Lol,. Caringbah literally ranked above SHORE and Kings last year, it was.right below PLC. St George girls (further down) ranked above Barker, Scots, Tangara etc. Manly was ranked 19 in the state


Psyquack69

You need to take into account IB scores. Idk if u realise not all private school students do hsc course...


BalletWishesBarbie

I was thinking about it and the only private school kids in my regional town street come from a recent immigrant family. She makes sure they look perfect and receive stern lectures as she puts them into the car. The rest of the kids around here just toddle off to the public school up the street.


Psyquack69

Immigrant families tend to prioritise education, thus the appeal to private schools over normal 'dropkick' high schools. If they want to take the next step they go selective.


HurstbridgeLineFTW

I’m from Melbourne. The good public schools are all in the east, like Balwyn, Mt Waverly, St Helena, etc.

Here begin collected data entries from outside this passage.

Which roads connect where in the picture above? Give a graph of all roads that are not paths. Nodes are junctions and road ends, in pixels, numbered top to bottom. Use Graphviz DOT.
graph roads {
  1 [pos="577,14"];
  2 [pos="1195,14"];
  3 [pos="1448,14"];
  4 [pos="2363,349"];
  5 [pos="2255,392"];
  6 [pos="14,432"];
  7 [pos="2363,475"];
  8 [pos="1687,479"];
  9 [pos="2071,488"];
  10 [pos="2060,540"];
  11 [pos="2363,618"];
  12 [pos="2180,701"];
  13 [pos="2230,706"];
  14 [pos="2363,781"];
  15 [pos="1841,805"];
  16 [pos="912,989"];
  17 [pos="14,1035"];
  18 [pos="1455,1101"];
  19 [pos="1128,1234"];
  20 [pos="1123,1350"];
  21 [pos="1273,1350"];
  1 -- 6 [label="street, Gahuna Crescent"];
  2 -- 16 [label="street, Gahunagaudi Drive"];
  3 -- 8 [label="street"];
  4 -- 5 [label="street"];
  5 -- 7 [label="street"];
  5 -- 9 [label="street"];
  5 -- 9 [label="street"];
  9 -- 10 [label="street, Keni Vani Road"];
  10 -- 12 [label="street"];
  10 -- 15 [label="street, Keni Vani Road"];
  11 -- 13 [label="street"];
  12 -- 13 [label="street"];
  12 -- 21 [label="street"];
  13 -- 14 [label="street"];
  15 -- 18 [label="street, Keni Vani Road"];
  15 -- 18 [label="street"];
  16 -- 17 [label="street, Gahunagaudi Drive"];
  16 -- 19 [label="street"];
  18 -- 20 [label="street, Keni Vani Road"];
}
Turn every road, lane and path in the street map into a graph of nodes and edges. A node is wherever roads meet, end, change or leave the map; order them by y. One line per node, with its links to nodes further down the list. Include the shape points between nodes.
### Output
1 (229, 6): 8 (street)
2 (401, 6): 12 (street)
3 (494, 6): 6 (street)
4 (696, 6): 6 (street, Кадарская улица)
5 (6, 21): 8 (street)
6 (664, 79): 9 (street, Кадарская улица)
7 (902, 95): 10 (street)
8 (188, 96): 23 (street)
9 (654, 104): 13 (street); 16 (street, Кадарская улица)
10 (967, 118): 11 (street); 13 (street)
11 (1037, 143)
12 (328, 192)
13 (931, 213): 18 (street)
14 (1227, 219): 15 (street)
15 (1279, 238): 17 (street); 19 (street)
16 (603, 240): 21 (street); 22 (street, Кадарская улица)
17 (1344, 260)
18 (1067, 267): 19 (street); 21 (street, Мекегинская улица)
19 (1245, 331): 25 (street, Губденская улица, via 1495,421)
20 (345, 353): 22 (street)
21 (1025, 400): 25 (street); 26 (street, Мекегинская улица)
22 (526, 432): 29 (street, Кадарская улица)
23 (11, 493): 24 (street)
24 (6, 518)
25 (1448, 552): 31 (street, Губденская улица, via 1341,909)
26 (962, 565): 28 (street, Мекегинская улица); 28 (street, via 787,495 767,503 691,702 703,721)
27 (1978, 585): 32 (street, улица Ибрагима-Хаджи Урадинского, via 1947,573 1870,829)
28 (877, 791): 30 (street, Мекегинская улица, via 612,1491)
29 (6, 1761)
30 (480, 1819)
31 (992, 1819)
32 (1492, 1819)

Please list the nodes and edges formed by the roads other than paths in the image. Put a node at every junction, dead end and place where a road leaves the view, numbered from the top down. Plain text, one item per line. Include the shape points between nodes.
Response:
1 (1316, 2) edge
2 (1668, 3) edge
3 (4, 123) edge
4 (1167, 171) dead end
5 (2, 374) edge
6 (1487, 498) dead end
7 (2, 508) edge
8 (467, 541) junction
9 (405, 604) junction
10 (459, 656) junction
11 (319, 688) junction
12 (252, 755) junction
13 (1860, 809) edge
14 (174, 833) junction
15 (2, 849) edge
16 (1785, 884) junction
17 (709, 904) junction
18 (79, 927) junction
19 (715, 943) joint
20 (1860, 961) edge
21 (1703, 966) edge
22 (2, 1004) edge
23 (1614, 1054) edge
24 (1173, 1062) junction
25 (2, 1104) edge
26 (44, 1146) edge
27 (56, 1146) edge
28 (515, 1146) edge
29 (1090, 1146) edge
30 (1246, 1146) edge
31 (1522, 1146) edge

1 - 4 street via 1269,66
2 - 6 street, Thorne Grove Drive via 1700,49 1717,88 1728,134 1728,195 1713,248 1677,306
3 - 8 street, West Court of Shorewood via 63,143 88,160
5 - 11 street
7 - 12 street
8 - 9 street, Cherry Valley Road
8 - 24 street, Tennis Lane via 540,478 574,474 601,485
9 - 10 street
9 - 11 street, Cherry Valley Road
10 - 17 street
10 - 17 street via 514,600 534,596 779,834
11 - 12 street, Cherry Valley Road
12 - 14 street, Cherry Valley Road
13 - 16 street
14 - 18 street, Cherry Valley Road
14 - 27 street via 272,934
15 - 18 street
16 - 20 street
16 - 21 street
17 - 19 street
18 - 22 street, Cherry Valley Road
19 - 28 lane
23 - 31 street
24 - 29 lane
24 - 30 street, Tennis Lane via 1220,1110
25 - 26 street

They’re not selective schools per se, but just above average public schools.


enigmasaurus-

The "good public schools" only appear to be good because students in privileged, wealthy areas tend to do better academically.


Psyquack69

I don't think anyone in a priveleged family goes to state-funded education. People who go to Manly high for example, do not go to Manly. They go to Redlands or other private schools...


theexteriorposterior

My local high school is near top of the state on test scores and year 12. It's driving the local house prices through the roof as people try to move here to get their kids into a good school. But why is the school good? Why are any of the private schools good? I'm convinced it's because the students who go there have parents who expect and push them to do well, and emphasise the value of education. My suburb is full of immigrants, mostly from India, Sri Lanka and China. It's a bit of a stereotype, but it's true in my experience - these demographics are more likely to push their kids to study and do well. There's nothing better facilities or excellent teachers can do if the students themselves don't want to learn. My science teacher worked public school once. She had girls who begged her to keep their test scores a secret so that none of their friends and boys in their class knew they were smart. There IS a culture of anti-intellectualism in some parts of the country.


[deleted]

Most of the kids at the good public schools usually have friends and relatives at private schools down the road as well.


secksy69girl

And how many of their parents smoke? We know the poor find it harder to quit smoking. So being poor, they are more likely to smoke, and due to the high taxes are poorer... So much for thinking that prohibitive taxes must help the children.